**TASK INPUT:**
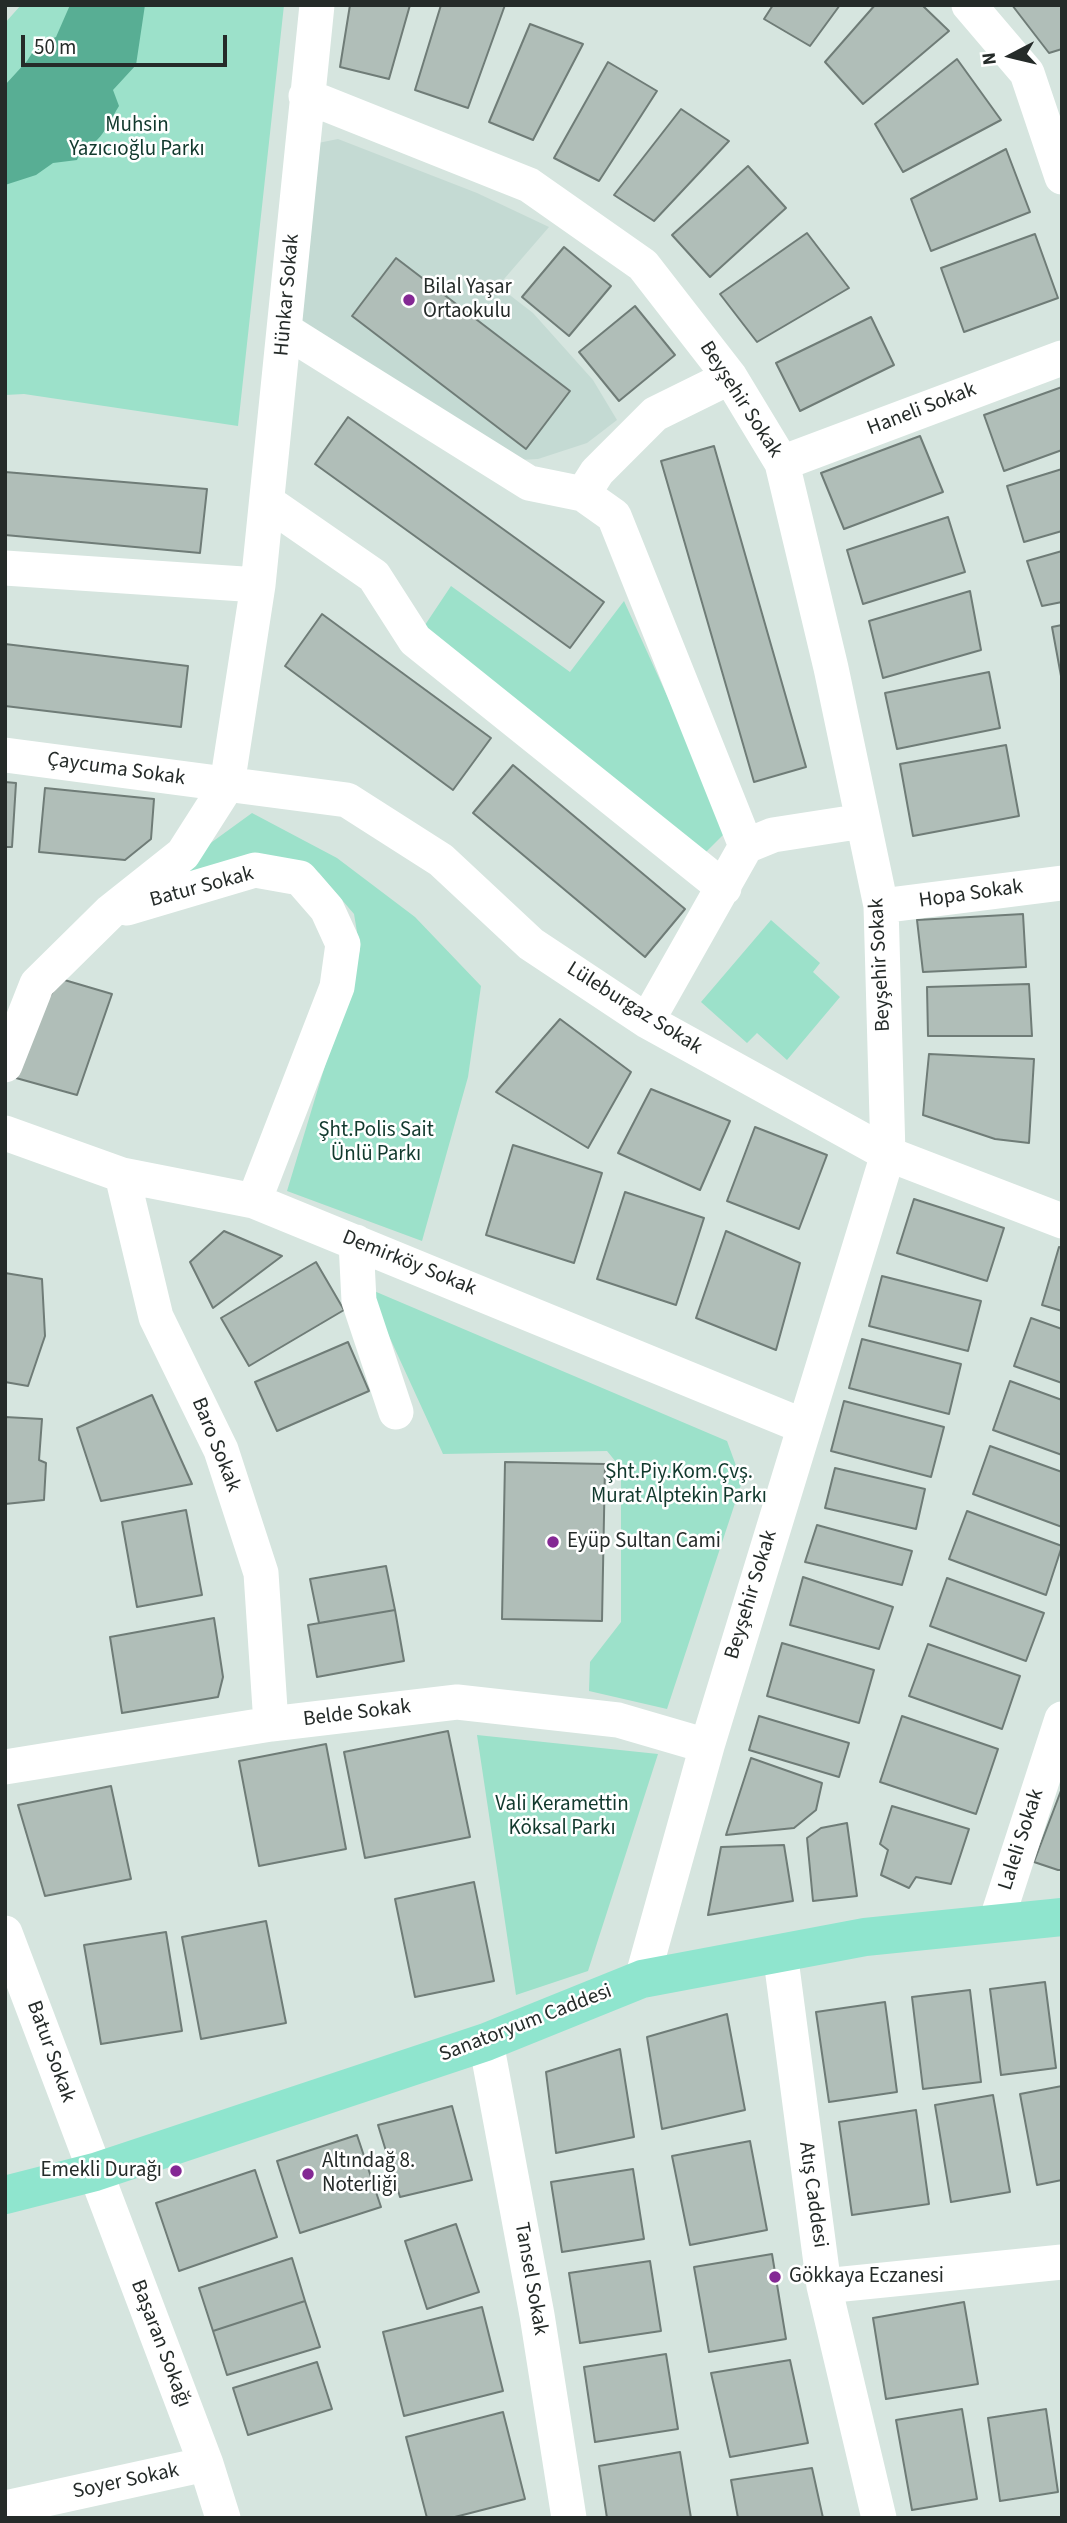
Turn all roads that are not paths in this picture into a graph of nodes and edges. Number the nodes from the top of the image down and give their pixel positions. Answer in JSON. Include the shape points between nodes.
{"nodes":[{"id":1,"x":317,"y":5,"type":"edge"},
{"id":2,"x":969,"y":5,"type":"edge"},
{"id":3,"x":306,"y":96,"type":"junction"},
{"id":4,"x":1061,"y":171,"type":"edge"},
{"id":5,"x":286,"y":331,"type":"junction"},
{"id":6,"x":1062,"y":358,"type":"edge"},
{"id":7,"x":730,"y":377,"type":"junction"},
{"id":8,"x":782,"y":463,"type":"junction"},
{"id":9,"x":583,"y":494,"type":"junction"},
{"id":10,"x":267,"y":502,"type":"junction"},
{"id":11,"x":5,"y":568,"type":"edge"},
{"id":12,"x":258,"y":585,"type":"junction"},
{"id":13,"x":5,"y":755,"type":"edge"},
{"id":14,"x":227,"y":785,"type":"junction"},
{"id":15,"x":863,"y":821,"type":"junction"},
{"id":16,"x":746,"y":846,"type":"junction"},
{"id":17,"x":1062,"y":883,"type":"edge"},
{"id":18,"x":723,"y":888,"type":"junction"},
{"id":19,"x":881,"y":906,"type":"junction"},
{"id":20,"x":110,"y":912,"type":"junction"},
{"id":21,"x":647,"y":1021,"type":"junction"},
{"id":22,"x":5,"y":1065,"type":"edge"},
{"id":23,"x":5,"y":1133,"type":"edge"},
{"id":24,"x":888,"y":1154,"type":"junction"},
{"id":25,"x":122,"y":1175,"type":"junction"},
{"id":26,"x":254,"y":1200,"type":"junction"},
{"id":27,"x":1062,"y":1221,"type":"edge"},
{"id":28,"x":356,"y":1242,"type":"junction"},
{"id":29,"x":396,"y":1412,"type":"dead end"},
{"id":30,"x":803,"y":1426,"type":"junction"},
{"id":31,"x":1062,"y":1719,"type":"edge"},
{"id":32,"x":271,"y":1724,"type":"junction"},
{"id":33,"x":707,"y":1746,"type":"junction"},
{"id":34,"x":5,"y":1767,"type":"edge"},
{"id":35,"x":1062,"y":1917,"type":"edge"},
{"id":36,"x":996,"y":1922,"type":"junction"},
{"id":37,"x":5,"y":1933,"type":"edge"},
{"id":38,"x":780,"y":1952,"type":"junction"},
{"id":39,"x":642,"y":1979,"type":"junction"},
{"id":40,"x":486,"y":2042,"type":"junction"},
{"id":41,"x":94,"y":2172,"type":"junction"},
{"id":42,"x":5,"y":2196,"type":"edge"},
{"id":43,"x":1062,"y":2262,"type":"edge"},
{"id":44,"x":824,"y":2286,"type":"junction"},
{"id":45,"x":206,"y":2465,"type":"junction"},
{"id":46,"x":5,"y":2508,"type":"edge"},
{"id":47,"x":223,"y":2518,"type":"edge"},
{"id":48,"x":569,"y":2518,"type":"edge"},
{"id":49,"x":879,"y":2518,"type":"edge"}],
"edges":[{"from":1,"to":3,"type":"street","name":"Hünkar Sokak"},
{"from":2,"to":4,"type":"street","via":[[1027,73]]},
{"from":3,"to":5,"type":"street","name":"Hünkar Sokak"},
{"from":3,"to":7,"type":"street","name":"Beyşehir Sokak","via":[[529,185],[643,265]]},
{"from":5,"to":9,"type":"street","via":[[529,483]]},
{"from":5,"to":10,"type":"street","name":"Hünkar Sokak"},
{"from":6,"to":8,"type":"street","name":"Haneli Sokak"},
{"from":7,"to":8,"type":"street","name":"Beyşehir Sokak"},
{"from":7,"to":9,"type":"street","via":[[655,414],[597,472]]},
{"from":8,"to":15,"type":"street","name":"Beyşehir Sokak"},
{"from":9,"to":16,"type":"street","via":[[614,516]]},
{"from":10,"to":12,"type":"street","name":"Hünkar Sokak"},
{"from":10,"to":18,"type":"street","via":[[361,565],[383,589],[415,640]]},
{"from":11,"to":12,"type":"street"},
{"from":12,"to":14,"type":"street","name":"Hünkar Sokak"},
{"from":13,"to":14,"type":"street","name":"Çaycuma Sokak"},
{"from":14,"to":20,"type":"street","name":"Hünkar Sokak","via":[[183,854]]},
{"from":14,"to":21,"type":"street","name":"Lüleburgaz Sokak","via":[[346,800],[441,860],[531,944]]},
{"from":15,"to":16,"type":"street","via":[[773,835]]},
{"from":15,"to":19,"type":"street","name":"Beyşehir Sokak"},
{"from":16,"to":18,"type":"street"},
{"from":17,"to":19,"type":"street","name":"Hopa Sokak"},
{"from":18,"to":21,"type":"street"},
{"from":19,"to":24,"type":"street","name":"Beyşehir Sokak"},
{"from":20,"to":22,"type":"street","name":"Batur Sokak","via":[[37,984]]},
{"from":20,"to":26,"type":"street","name":"Batur Sokak","via":[[255,870],[300,878],[327,909],[343,944],[337,987]]},
{"from":21,"to":24,"type":"street","name":"Lüleburgaz Sokak"},
{"from":23,"to":25,"type":"street","name":"Demirköy Sokak"},
{"from":24,"to":27,"type":"street","name":"Lüleburgaz Sokak"},
{"from":24,"to":30,"type":"street","name":"Beyşehir Sokak"},
{"from":25,"to":26,"type":"street","name":"Demirköy Sokak"},
{"from":25,"to":32,"type":"street","name":"Baro Sokak","via":[[156,1317],[221,1450],[261,1573]]},
{"from":26,"to":28,"type":"street","name":"Demirköy Sokak"},
{"from":28,"to":29,"type":"street","via":[[359,1301]]},
{"from":28,"to":30,"type":"street","name":"Demirköy Sokak"},
{"from":30,"to":33,"type":"street","name":"Beyşehir Sokak"},
{"from":31,"to":36,"type":"street","name":"Laleli Sokak"},
{"from":32,"to":33,"type":"street","name":"Belde Sokak","via":[[457,1702],[618,1720]]},
{"from":32,"to":34,"type":"street","name":"Belde Sokak"},
{"from":33,"to":39,"type":"street","name":"Beyşehir Sokak"},
{"from":35,"to":36,"type":"main road","name":"Sanatoryum Caddesi"},
{"from":36,"to":38,"type":"main road","name":"Sanatoryum Caddesi"},
{"from":37,"to":41,"type":"street","name":"Batur Sokak"},
{"from":38,"to":39,"type":"main road","name":"Sanatoryum Caddesi"},
{"from":38,"to":44,"type":"street","name":"Atış Caddesi"},
{"from":39,"to":40,"type":"main road","name":"Sanatoryum Caddesi"},
{"from":40,"to":41,"type":"main road","name":"Sanatoryum Caddesi"},
{"from":40,"to":48,"type":"street","name":"Tansel Sokak"},
{"from":41,"to":42,"type":"main road","name":"Sanatoryum Caddesi"},
{"from":41,"to":45,"type":"street","name":"Başaran Sokağı"},
{"from":43,"to":44,"type":"street"},
{"from":44,"to":49,"type":"street","name":"Atış Caddesi"},
{"from":45,"to":46,"type":"street","name":"Soyer Sokak"},
{"from":45,"to":47,"type":"street","name":"Başaran Sokağı"}]}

**EXERCISE BRIEF:**
State how many lines in the records contain the string "Atış". Give the number with no words around it.

**TASK OUTPUT:**
2